* Assigned task: If a line in the data below includes the string "Landing", please return a copy of it.
***
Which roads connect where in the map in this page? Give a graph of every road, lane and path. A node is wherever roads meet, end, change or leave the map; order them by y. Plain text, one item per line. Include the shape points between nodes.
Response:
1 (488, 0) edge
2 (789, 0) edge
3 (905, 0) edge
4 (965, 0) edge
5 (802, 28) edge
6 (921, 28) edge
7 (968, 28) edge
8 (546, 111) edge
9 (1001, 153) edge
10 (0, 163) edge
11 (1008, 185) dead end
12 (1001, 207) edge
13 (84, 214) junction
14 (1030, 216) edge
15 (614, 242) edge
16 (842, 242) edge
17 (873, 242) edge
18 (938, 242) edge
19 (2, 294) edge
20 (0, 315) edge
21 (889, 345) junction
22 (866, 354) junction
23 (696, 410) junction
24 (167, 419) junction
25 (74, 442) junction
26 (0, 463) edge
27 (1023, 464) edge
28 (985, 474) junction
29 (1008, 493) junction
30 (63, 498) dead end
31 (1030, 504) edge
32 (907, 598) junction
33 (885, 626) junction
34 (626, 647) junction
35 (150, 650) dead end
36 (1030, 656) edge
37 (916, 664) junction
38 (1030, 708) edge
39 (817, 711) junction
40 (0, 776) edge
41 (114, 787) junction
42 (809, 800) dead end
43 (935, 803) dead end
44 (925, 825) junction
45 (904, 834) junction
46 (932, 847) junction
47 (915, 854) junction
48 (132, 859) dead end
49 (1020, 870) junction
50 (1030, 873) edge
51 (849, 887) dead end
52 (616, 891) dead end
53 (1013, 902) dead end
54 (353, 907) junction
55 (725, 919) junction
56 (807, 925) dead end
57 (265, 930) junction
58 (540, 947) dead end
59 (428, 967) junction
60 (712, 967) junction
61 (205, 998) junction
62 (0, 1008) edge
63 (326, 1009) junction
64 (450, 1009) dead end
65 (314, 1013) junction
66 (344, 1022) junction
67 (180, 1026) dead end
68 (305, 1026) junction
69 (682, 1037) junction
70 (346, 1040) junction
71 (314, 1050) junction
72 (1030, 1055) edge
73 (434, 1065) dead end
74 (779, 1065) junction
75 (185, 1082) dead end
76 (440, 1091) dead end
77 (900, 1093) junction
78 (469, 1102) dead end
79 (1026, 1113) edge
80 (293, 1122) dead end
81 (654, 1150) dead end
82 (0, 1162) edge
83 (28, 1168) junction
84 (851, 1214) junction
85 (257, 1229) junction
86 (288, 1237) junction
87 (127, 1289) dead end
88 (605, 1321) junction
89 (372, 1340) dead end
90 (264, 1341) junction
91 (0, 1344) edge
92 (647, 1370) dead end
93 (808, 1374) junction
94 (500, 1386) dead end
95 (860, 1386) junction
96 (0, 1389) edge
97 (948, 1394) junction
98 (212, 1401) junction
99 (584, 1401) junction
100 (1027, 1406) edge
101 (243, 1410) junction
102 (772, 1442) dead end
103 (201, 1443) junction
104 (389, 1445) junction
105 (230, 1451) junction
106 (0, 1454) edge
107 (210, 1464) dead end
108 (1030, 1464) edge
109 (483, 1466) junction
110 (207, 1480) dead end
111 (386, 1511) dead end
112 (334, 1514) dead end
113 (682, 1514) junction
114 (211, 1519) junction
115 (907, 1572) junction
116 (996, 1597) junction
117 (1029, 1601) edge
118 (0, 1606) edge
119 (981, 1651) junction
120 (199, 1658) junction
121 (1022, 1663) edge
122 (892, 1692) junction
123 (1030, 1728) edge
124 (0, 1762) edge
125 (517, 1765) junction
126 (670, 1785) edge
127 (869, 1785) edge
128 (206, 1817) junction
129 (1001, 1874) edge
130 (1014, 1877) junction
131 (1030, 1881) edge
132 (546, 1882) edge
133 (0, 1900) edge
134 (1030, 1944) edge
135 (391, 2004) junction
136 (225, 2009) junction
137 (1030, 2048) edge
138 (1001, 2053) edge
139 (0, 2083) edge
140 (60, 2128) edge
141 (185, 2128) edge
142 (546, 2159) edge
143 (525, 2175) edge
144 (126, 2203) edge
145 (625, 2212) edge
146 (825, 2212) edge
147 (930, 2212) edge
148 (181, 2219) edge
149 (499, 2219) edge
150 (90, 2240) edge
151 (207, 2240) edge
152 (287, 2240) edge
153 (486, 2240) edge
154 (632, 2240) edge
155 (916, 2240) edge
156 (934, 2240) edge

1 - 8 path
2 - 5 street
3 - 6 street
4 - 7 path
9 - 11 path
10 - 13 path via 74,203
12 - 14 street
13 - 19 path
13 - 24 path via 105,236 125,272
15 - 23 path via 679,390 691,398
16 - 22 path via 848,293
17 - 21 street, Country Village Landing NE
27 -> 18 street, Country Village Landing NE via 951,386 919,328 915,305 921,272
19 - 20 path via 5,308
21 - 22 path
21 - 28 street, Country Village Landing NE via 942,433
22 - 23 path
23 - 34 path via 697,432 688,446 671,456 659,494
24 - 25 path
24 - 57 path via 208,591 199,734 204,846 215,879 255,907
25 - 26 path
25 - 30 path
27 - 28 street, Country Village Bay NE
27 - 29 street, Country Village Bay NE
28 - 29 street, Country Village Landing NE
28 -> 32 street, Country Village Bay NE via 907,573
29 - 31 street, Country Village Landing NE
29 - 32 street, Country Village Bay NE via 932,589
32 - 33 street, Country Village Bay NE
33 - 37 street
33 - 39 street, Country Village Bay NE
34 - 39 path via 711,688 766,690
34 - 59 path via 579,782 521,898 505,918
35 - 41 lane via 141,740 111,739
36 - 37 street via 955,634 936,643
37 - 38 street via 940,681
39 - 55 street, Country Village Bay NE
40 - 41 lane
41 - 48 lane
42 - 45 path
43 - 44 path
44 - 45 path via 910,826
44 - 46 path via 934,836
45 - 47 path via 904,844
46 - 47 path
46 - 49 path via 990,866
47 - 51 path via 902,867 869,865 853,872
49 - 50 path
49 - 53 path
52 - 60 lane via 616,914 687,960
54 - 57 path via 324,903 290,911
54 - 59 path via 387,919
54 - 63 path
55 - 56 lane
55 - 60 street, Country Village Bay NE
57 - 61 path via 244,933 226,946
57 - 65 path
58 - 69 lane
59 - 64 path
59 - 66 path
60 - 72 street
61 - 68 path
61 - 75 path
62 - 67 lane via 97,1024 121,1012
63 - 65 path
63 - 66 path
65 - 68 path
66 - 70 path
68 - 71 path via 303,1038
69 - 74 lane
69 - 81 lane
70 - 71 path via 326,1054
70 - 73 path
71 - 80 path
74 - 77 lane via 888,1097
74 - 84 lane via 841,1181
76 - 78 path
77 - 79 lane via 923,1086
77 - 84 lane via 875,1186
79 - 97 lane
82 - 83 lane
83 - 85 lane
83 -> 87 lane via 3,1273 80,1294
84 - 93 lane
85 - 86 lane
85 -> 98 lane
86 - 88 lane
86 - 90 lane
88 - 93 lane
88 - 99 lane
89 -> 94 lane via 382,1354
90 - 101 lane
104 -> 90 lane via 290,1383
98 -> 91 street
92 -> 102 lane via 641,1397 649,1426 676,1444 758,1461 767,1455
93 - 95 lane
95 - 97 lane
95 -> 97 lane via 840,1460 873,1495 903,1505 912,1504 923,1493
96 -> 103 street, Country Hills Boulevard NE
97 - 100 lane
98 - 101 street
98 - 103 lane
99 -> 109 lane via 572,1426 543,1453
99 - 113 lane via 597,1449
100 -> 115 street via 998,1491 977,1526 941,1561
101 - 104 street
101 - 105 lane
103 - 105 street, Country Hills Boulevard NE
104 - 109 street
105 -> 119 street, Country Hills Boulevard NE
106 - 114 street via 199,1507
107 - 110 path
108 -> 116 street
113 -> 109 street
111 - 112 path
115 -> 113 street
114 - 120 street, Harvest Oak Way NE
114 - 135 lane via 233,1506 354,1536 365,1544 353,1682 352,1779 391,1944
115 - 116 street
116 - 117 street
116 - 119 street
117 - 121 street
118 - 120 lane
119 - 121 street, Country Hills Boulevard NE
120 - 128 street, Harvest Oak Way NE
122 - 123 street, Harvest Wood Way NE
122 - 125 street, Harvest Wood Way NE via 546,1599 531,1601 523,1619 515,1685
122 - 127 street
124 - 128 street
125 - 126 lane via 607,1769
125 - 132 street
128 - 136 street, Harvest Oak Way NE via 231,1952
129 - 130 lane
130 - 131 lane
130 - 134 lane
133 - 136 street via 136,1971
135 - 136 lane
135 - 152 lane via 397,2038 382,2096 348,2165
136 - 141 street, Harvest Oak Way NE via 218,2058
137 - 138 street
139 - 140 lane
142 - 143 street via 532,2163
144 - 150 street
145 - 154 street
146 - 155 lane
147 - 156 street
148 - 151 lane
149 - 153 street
***
* Completed exercise:
17 - 21 street, Country Village Landing NE
27 -> 18 street, Country Village Landing NE via 951,386 919,328 915,305 921,272
21 - 28 street, Country Village Landing NE via 942,433
28 - 29 street, Country Village Landing NE
29 - 31 street, Country Village Landing NE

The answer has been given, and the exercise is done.